Defense Questions “Simplistic” Economic Expert Witness Calculations

The plaintiffs claimed the former owner of an online platform misappropriated information in order to gain users on another platform.

    Zach Barreto

    Written by
    — Updated on September 3, 2021

    Defense Questions “Simplistic” Economic Expert Witness Calculations

    Court: United States District Court for the Southern District of Texas, Houston Division
    Jurisdiction: Federal
    Case Name: DHI Grp., Inc. v. Kent
    Citation: 2019 U.S. Dist. LEXIS 133487

    The economic expert witness, retained by the plaintiffs, calculated the cost of the misappropriated data and predicted the potential resulting revenue. The defendants argued the expert witness used an unreliable methodology, claiming his calculations were too simplistic. 

    Facts

    The case centered around the sale of an online platform for oil and gas industry professionals. The plaintiffs filed this case against multiple defendants alleging several federal and state law violations. The plaintiffs claimed the former company owner misappropriated its information to gain users for another platform. He launched this platform after selling the first one.

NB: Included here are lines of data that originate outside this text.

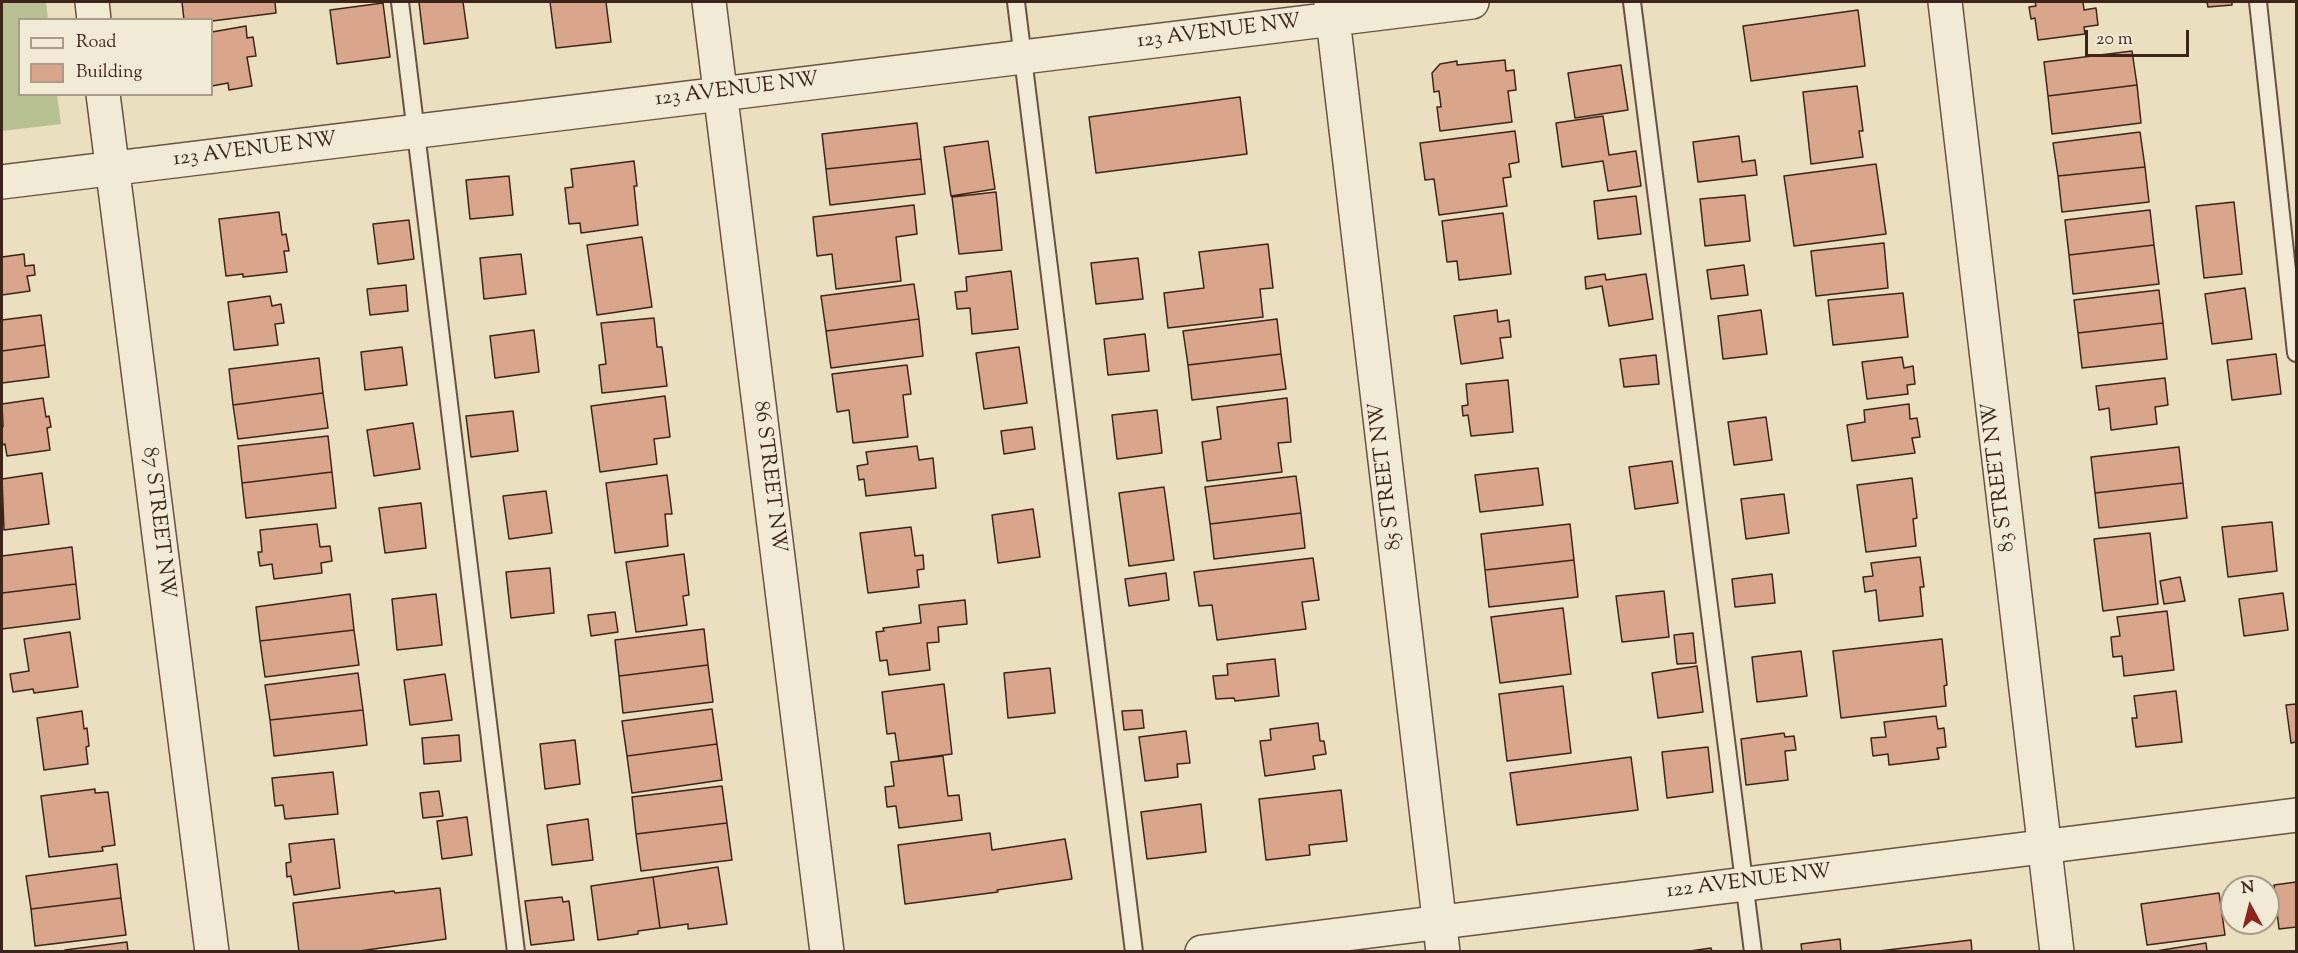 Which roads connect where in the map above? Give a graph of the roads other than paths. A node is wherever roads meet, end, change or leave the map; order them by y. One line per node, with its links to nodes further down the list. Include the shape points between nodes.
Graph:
1 (92, 2): 10 (street)
2 (400, 2): 14 (lane)
3 (709, 2): 12 (street, 86 STREET NW)
4 (1016, 2): 11 (lane)
5 (1472, 2): 9 (street, 123 AVENUE NW)
6 (1632, 2): 20 (lane)
7 (1945, 2): 19 (street, 83 STREET NW)
8 (2258, 2): 17 (lane)
9 (1332, 10): 11 (street, 123 AVENUE NW); 21 (street, 85 STREET NW)
10 (94, 18)
11 (1023, 58): 12 (street, 123 AVENUE NW); 25 (lane)
12 (720, 93): 14 (street, 123 AVENUE NW); 24 (street, 86 STREET NW)
13 (103, 96): 15 (street, 87 STREET NW)
14 (416, 132): 15 (street, 123 AVENUE NW); 23 (lane)
15 (112, 168): 16 (street, 123 AVENUE NW); 22 (street, 87 STREET NW)
16 (2, 182)
17 (2296, 353)
18 (2296, 816): 19 (street, 122 AVENUE NW)
19 (2043, 849): 20 (street, 122 AVENUE NW); 28 (street, 83 STREET NW)
20 (1744, 884): 21 (street, 122 AVENUE NW); 27 (lane)
21 (1441, 936): 26 (street, 122 AVENUE NW)
22 (212, 951)
23 (516, 951)
24 (827, 951)
25 (1134, 951)
26 (1202, 951)
27 (1753, 951)
28 (2057, 951)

    The Plaintiffs’ Economic Expert Witness

    The plaintiffs’ economic expert witness received his doctorate in finance and economics. The expert witness was an associate professor at two different universities for several years. He then became the Memorial Chair in Finance at another university, teaching valuation courses at the undergraduate and graduate levels. Additionally, the expert witness’s work has been published numerous times on valuation topics.

    Economic Expert Witness’s Testimony

    The expert witness measured the cost of the misappropriated data. From this calculation, the expert opined on the actual loss incurred by the complainants. He also offered a view of the unjust enrichment the defendants earned. The economic expert witness predicted a potential revenue stream based on misappropriated data in order to provide this opinion.

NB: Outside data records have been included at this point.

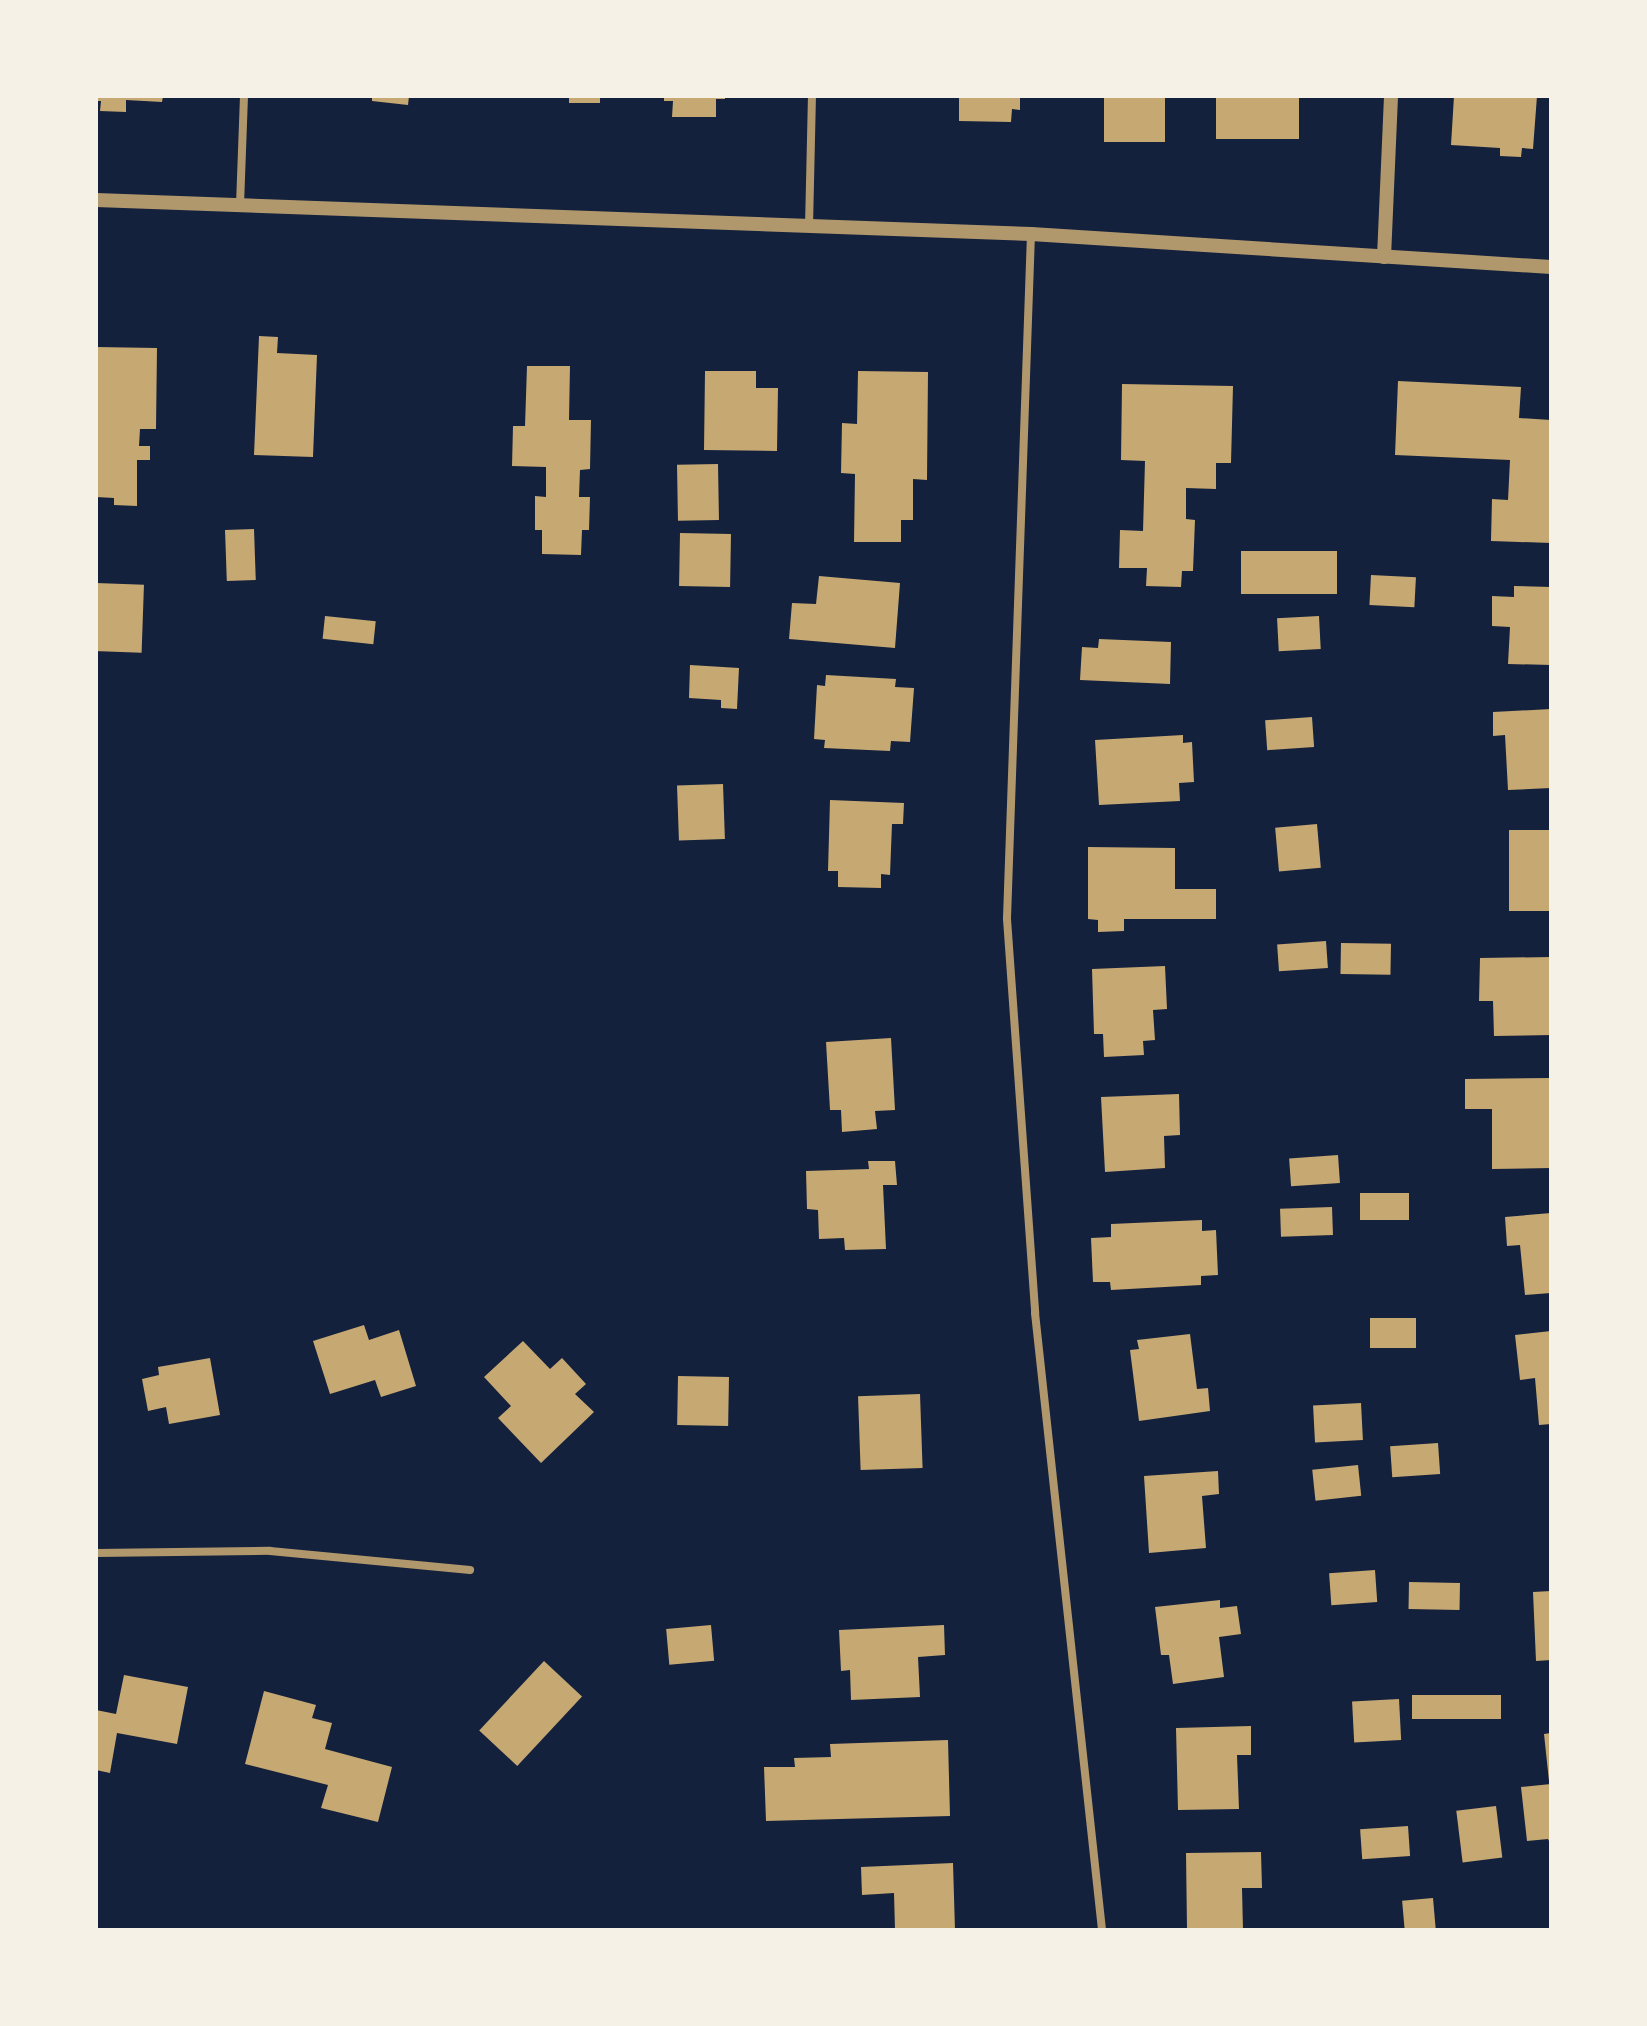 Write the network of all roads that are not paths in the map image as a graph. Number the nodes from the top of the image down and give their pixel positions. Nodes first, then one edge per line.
1 (244, 96) edge
2 (812, 96) edge
3 (1391, 96) edge
4 (96, 200) edge
5 (240, 205) junction
6 (809, 228) junction
7 (1031, 234) junction
8 (1384, 257) junction
9 (1551, 267) edge
10 (96, 1553) edge
11 (470, 1570) dead end
12 (1102, 1930) edge

1 - 5 street
2 - 6 street
3 - 8 street
4 - 5 street
5 - 6 street
6 - 7 street
7 - 8 street
7 - 12 street
8 - 9 street
10 - 11 street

    The expert witness used a market-value-per-user approach to estimate the value of misappropriated information. The expert calculated Rigzone, Oilpro, and similar companies’ market values under this strategy. Furthermore, the expert divided the market value by the number of users each company had. The resulting number for each business was a market-value-per-user. The expert used these market-per-user values to estimate the value of the misappropriated information of Rigzone members. The expert calculated Oilpro’s value with the stolen information minus Oilpro’s value without the stolen information. As such, the expert determined the cost of the unjust enrichment to the defendants.

    Arguments for Exclusion

    The defendants argued the expert incorrectly accepted the plaintiffs’ factual allegations as real. Specifically, the expert accepted claims that the defendants collected data from users of the old platform to obtain users for the new one. They also argued that both of the expert’s models of damages were inaccurate.

    The defendants argued that the court should also exclude the economic expert witness’s testimony. Their reasoning for exclusion was that the plaintiffs were not permitted to recover the actual value of the misappropriated information. Furthermore, the defendants asserted that unjust enrichment is restricted to actual profits from use or disclosure of a trade secret. The defendants also argued for the omission of the expert’s approach of market-value-per-user as he did not use reliable methodology. The defendants further argued that his estimate on the unjust enrichment of the defendant was inaccurate. According to the defendants, the basis of the expert’s estimate was on entirely speculated profit estimates. Additionally, the defendants argued his estimates relied blindly on the prediction of an investor and used incorrect data. The defendants finally contended that the expert’s market value-per-user model was simplistic to the point of being unfairly prejudicial.

    Discussion

    The court noted that the defendants could challenge the expert’s testimony during cross-examination, if it depended on false information. The court observed that the defendants’ trade secrets argument did not affect the testimony’s admissibility. Further, the court instructed that the plaintiffs were unable to seek damages pursuant to the expert’s models to the extent that these models did “not comport with the trial judge’s jury instructions on damages.” The court also noted that the defendants could address their objections to the methodology of the expert’s opinion during cross-examination. The court observed that the expert’s calculations were not simple mathematical calculations possible for any layman. Thus, they were not simplistic. The court also found the expert sufficiently qualified to offer his opinion.

    Ruling

    The defendants’ motion to exclude the testimony of the economic expert witness was denied.

    Key Takeaways for Experts

    All mathematical calculations conducted by experts may become the subject of criticism from the opposition. The calculations could be too complex for any jury to make sense of or too simple that a jury could have executed them on their own. In this case, the defendants argued the economic expert witness’s model was so simplistic that it was prejudicial. However, the court believed that the expert’s calculations were complex enough to warrant expert interpretation.

    It’s important to explain the calculations in context. Remember to discuss how these techniques specifically relate to your expert training and how your expertise qualifies you to execute these calculations. Once you convey the results of your calculations, be sure to explain those calculations in a language clear enough for the jury to understand. Focus on the implications of these calculations and how they impact your opinions on the facts. Context is key to combat challenges from the opposition.